If the court accepts, the full eleven-judge bench will be tasked with deciding whether to endorse or to reject the panel’s decision. But the possibility of en banc endorsement is slim — thanks to Harry Reid.
Reid’s decision last November to invoke the “nuclear option,” thereby reducing the number of votes required to end a filibuster from 60 to a simple majority, 51, allowed Senate Democrats to break the Republican filibuster against, and confirm the nominations of, three judicial nominees appointed by President Obama. Those appointees — Patricia Millett, Cornelia Thayer Livingston “Nina” Pillard, and Robert Leon Wilkins — now sit on the D.C. Circuit Court of Appeals, where they are likely to cast the deciding votes to overturn Halbig’s panel ruling.

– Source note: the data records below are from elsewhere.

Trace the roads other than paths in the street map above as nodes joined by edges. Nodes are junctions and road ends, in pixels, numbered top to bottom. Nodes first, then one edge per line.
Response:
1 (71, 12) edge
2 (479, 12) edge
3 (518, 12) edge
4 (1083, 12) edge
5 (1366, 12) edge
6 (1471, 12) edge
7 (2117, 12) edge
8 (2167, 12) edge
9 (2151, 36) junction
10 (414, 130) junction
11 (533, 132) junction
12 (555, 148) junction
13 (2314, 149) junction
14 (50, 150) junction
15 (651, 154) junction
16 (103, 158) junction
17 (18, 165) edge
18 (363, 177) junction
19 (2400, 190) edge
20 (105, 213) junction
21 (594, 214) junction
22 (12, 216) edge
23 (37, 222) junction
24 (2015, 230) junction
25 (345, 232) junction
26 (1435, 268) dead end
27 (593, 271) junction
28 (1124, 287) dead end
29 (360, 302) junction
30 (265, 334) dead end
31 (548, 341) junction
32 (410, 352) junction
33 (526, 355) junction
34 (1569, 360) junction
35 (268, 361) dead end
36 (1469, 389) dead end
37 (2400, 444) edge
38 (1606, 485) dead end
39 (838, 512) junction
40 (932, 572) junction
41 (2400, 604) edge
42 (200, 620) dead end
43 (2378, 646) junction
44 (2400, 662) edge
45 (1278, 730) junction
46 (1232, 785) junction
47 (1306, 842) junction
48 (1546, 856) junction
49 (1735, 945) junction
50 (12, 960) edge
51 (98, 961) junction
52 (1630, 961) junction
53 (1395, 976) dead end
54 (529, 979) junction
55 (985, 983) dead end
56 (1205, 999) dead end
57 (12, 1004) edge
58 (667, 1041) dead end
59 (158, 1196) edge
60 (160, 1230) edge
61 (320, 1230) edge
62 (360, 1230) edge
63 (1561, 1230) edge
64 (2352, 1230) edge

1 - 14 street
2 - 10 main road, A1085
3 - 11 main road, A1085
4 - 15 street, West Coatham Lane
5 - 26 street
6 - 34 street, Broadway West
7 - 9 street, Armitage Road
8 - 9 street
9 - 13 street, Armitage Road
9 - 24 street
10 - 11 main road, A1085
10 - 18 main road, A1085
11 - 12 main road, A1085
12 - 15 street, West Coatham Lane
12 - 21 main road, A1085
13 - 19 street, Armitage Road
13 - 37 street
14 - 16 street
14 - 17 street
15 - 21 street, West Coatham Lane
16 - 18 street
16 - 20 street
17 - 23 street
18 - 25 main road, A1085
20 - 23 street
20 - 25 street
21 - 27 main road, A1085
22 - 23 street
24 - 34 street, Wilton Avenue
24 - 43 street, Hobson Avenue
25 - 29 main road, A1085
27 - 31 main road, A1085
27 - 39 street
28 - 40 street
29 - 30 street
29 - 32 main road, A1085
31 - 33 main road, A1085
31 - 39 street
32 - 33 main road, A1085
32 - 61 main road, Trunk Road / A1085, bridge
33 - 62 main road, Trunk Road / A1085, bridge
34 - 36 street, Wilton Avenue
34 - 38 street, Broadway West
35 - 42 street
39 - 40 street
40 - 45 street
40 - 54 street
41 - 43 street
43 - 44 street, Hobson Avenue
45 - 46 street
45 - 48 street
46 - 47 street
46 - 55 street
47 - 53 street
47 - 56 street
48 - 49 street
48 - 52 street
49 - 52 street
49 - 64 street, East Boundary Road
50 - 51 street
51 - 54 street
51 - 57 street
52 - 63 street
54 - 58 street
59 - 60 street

Patricia Millett, a 50-year-old Maine native, holds a political science degree from the University of Illinois at Urbana-Champaign and a law degree from Harvard. In the mid 1990s she argued cases before federal and state appeals courts on behalf of the U.S. Department of Justice’s Civil Division, after which she became an assistant to the U.S. solicitor general. In 2007 she joined the D.C.-based Akin Gump Strauss Hauer & Feld, where she headed the firm’s Supreme Court practice.
A former Akin Gump colleague of Millett has described her as “completely objective and non-ideological,” but it’s hard to tell, since she refused during her confirmation hearing to answer a question regularly asked of second-year law students applying for clerkships. When Republican Senator Ted Cruz of Texas asked her to “characterize your judicial philosophy, and identify which U.S. Supreme Court justice’s judicial philosophy from the Warren, Burger, or Rehnquist Courts is most analogous with yours,” Millett responded:
While I have the greatest respect for the Supreme Court’s members, I cannot claim familiarity with any particular judicial philosophies the justices might possess. Nor do I have a judicial philosophy myself . . .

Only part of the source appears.